[[ Data for this task, beginning ]]

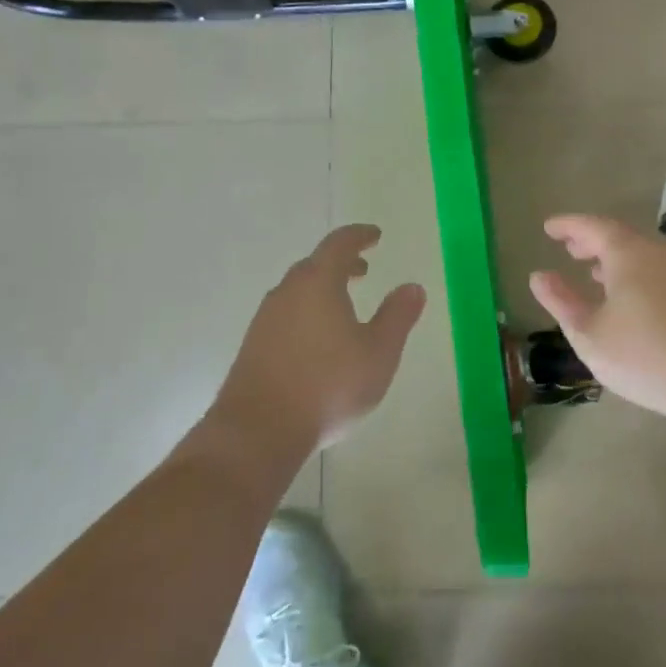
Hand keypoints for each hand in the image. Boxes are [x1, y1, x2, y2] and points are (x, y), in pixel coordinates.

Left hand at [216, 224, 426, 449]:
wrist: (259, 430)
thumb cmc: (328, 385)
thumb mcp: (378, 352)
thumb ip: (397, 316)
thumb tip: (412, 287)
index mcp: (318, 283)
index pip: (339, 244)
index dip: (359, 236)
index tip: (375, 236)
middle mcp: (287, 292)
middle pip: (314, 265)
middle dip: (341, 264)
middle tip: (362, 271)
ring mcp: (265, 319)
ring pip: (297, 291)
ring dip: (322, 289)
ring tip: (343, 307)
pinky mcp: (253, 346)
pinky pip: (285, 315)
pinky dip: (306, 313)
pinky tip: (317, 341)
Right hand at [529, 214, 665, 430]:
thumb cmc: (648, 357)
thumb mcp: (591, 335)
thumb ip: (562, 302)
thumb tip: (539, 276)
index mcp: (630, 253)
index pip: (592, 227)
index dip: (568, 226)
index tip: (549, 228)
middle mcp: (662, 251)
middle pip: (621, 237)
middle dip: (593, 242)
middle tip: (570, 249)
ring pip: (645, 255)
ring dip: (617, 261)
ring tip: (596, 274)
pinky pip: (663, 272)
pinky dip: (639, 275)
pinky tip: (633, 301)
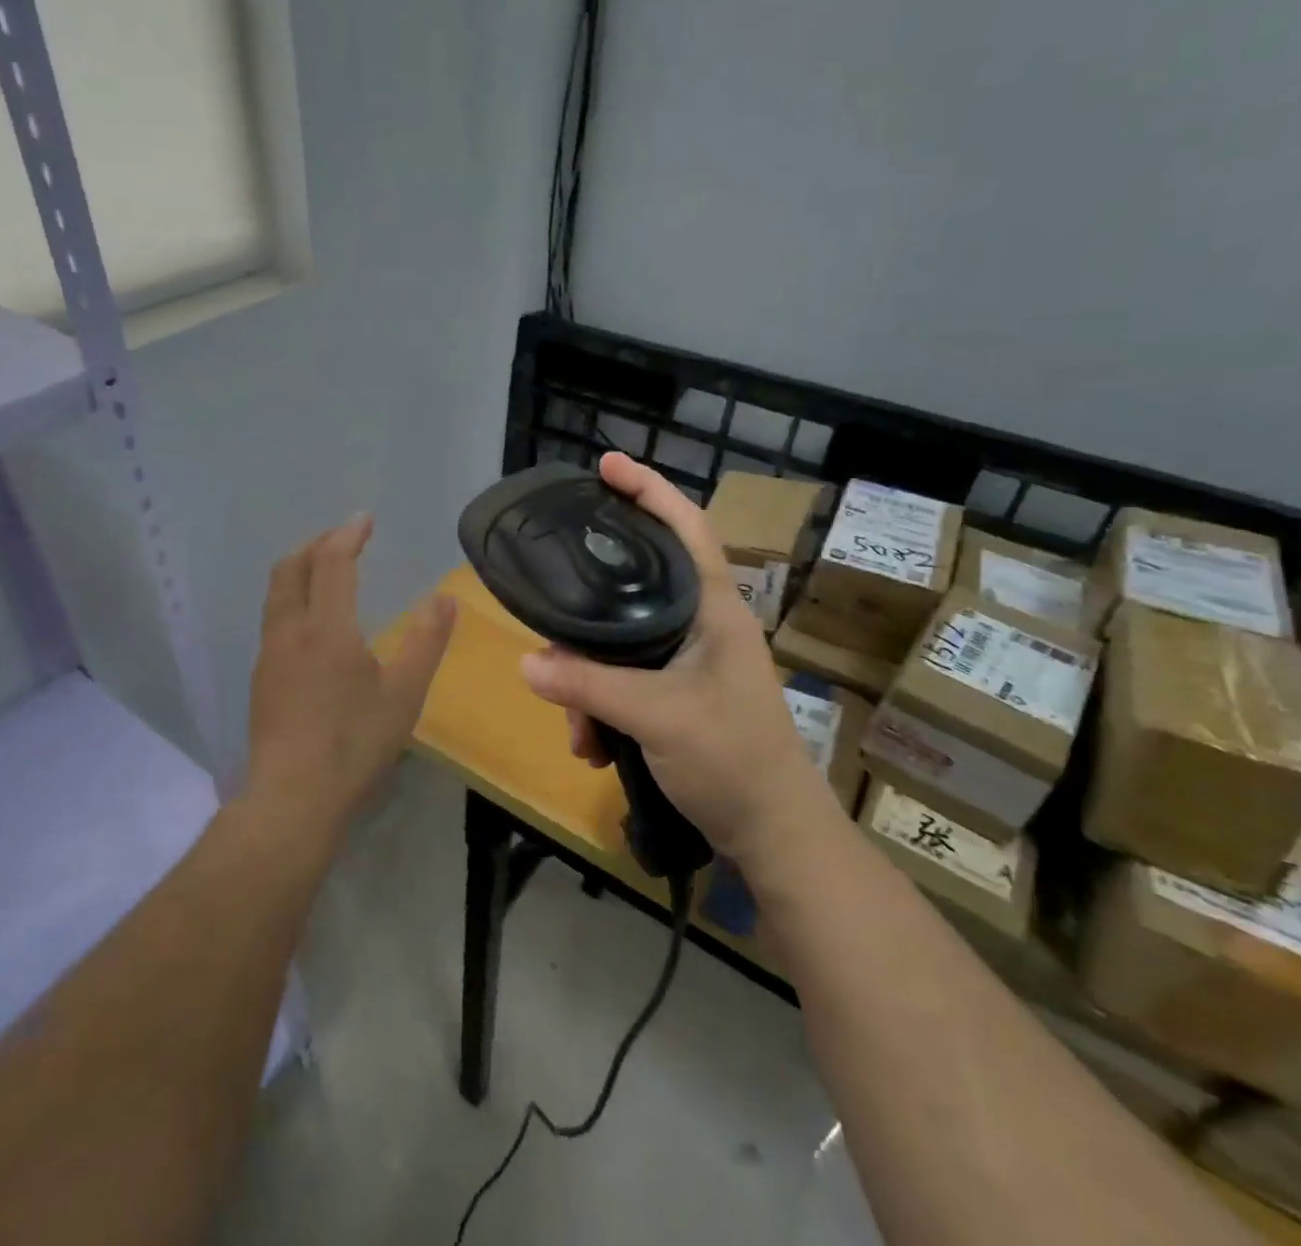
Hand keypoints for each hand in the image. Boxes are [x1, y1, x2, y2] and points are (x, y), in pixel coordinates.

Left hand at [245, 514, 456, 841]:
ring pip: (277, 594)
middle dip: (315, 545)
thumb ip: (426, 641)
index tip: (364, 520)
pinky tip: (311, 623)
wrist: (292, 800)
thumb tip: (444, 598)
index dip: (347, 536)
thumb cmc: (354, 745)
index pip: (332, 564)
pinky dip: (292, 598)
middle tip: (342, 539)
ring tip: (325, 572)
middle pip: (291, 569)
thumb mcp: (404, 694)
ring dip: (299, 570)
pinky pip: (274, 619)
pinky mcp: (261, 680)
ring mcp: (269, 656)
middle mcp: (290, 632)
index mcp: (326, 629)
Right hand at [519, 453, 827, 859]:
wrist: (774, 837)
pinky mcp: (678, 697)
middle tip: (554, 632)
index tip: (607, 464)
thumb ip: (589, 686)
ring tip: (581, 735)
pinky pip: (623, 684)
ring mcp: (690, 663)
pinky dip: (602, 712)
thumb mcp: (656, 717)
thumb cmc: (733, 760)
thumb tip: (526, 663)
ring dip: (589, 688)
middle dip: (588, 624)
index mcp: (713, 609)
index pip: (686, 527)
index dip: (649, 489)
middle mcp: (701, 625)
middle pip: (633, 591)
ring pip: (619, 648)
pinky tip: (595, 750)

[[ Data for this task, end ]]

_Task goal:_ Pictures stay out. Transcribe the lines from the start of the entries above through the line with "index pip: (339, 244)", exactly.

_Written answer:_
Hand keypoints for each hand in the image. Boxes are [x1, y1, x2, y2] and points are (x, y), in pixel coordinates.

Left hand at [216, 224, 426, 449]:
wrist: (259, 430)
thumb cmc: (328, 385)
thumb mcp: (378, 352)
thumb ip: (397, 316)
thumb tip: (412, 287)
index mcp: (318, 283)
index pip: (339, 244)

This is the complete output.